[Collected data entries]
___

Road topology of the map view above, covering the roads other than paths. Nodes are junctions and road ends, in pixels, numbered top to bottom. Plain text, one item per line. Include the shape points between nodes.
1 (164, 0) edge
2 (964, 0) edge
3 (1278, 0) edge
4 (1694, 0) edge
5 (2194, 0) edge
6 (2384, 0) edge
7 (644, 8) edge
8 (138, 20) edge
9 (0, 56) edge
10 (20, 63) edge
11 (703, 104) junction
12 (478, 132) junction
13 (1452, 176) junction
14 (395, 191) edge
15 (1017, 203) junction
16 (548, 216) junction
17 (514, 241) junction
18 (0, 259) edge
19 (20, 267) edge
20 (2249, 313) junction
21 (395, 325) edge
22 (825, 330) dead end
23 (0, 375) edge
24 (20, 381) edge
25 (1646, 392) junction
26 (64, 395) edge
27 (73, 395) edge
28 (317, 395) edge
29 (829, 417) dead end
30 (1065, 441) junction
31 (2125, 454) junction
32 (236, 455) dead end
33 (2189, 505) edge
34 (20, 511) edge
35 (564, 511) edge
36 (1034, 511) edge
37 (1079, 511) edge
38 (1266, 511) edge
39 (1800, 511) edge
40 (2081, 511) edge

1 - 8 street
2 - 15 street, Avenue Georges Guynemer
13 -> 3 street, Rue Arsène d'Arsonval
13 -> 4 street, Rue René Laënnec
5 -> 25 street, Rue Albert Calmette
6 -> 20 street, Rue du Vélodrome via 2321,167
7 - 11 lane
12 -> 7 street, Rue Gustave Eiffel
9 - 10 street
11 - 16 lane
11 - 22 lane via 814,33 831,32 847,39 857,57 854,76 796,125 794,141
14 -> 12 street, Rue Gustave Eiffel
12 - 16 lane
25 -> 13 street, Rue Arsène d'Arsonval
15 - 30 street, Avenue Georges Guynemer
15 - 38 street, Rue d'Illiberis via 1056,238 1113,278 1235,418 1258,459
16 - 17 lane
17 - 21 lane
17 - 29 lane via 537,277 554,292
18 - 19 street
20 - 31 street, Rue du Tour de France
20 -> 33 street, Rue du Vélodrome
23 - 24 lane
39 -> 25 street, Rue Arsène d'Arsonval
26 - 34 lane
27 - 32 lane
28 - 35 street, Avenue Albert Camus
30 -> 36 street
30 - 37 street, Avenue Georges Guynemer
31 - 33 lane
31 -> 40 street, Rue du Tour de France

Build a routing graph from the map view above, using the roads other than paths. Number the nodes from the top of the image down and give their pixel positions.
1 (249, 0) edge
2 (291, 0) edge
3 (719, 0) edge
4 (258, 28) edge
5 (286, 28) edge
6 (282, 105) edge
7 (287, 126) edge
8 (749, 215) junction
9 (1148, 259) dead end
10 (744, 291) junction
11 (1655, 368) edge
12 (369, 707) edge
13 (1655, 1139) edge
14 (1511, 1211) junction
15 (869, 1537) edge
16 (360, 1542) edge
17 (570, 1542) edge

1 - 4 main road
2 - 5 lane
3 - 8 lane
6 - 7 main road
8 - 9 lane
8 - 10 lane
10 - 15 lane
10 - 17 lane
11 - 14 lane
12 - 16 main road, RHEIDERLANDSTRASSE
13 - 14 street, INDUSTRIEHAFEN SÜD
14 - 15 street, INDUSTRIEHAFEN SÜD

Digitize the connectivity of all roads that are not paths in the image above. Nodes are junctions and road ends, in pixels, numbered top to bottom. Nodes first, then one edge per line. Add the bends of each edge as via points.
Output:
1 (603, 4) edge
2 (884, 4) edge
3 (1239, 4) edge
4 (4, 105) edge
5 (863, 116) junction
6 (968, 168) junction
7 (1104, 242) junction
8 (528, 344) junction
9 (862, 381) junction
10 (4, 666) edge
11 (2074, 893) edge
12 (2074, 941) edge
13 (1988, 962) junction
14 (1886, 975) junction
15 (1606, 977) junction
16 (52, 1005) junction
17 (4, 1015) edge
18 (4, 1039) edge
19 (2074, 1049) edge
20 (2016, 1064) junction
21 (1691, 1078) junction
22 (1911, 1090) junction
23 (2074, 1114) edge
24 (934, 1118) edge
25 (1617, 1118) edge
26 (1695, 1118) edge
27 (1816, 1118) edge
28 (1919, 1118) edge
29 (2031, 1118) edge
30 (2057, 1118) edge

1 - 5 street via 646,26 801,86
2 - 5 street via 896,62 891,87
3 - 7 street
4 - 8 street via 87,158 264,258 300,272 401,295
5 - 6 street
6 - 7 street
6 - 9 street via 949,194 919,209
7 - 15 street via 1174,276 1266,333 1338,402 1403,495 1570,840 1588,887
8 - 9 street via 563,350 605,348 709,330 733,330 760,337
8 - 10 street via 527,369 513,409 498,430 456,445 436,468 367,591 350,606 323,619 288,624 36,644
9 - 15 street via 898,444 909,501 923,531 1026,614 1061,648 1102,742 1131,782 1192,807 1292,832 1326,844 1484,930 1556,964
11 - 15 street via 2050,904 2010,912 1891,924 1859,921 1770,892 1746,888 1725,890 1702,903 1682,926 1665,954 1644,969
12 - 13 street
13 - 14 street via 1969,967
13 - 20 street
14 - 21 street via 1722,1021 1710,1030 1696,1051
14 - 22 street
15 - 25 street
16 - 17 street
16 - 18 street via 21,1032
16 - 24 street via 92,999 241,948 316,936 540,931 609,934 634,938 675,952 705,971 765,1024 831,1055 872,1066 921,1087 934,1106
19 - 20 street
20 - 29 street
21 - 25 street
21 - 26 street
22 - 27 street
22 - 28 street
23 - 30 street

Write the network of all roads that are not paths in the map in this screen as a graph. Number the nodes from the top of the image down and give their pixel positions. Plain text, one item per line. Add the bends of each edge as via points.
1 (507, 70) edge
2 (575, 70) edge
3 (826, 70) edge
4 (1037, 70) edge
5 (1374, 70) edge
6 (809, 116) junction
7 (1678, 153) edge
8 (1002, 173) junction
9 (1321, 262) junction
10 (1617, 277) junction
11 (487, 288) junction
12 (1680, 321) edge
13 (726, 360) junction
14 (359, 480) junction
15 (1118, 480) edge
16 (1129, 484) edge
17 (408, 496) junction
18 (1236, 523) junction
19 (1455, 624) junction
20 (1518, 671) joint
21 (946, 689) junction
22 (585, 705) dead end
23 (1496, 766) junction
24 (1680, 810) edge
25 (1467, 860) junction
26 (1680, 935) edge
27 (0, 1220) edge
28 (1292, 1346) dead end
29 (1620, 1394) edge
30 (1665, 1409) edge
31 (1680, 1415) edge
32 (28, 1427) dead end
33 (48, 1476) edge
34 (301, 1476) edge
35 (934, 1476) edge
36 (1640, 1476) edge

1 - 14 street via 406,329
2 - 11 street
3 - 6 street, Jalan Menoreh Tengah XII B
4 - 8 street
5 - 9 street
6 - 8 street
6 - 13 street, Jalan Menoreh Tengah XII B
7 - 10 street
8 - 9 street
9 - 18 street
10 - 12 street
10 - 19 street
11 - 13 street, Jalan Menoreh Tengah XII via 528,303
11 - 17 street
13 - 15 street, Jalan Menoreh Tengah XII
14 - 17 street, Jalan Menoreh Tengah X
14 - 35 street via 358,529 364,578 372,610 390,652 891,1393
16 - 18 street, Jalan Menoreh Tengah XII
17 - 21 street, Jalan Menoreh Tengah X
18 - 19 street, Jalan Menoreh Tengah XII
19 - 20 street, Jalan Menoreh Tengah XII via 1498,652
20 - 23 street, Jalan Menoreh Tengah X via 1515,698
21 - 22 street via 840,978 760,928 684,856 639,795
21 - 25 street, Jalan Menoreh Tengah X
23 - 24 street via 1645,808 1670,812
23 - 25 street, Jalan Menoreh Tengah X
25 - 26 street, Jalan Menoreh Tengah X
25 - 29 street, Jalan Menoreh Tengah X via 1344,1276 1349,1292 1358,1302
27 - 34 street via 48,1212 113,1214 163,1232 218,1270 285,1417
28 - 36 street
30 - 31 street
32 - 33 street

___

§ To do
Search the data for "above". Copy every line that has it.

§ Solution for this problem
Road topology of the map view above, covering the roads other than paths. Nodes are junctions and road ends, in pixels, numbered top to bottom. Plain text, one item per line. Include the shape points between nodes.
Build a routing graph from the map view above, using the roads other than paths. Number the nodes from the top of the image down and give their pixel positions.
Digitize the connectivity of all roads that are not paths in the image above. Nodes are junctions and road ends, in pixels, numbered top to bottom. Nodes first, then one edge per line. Add the bends of each edge as via points.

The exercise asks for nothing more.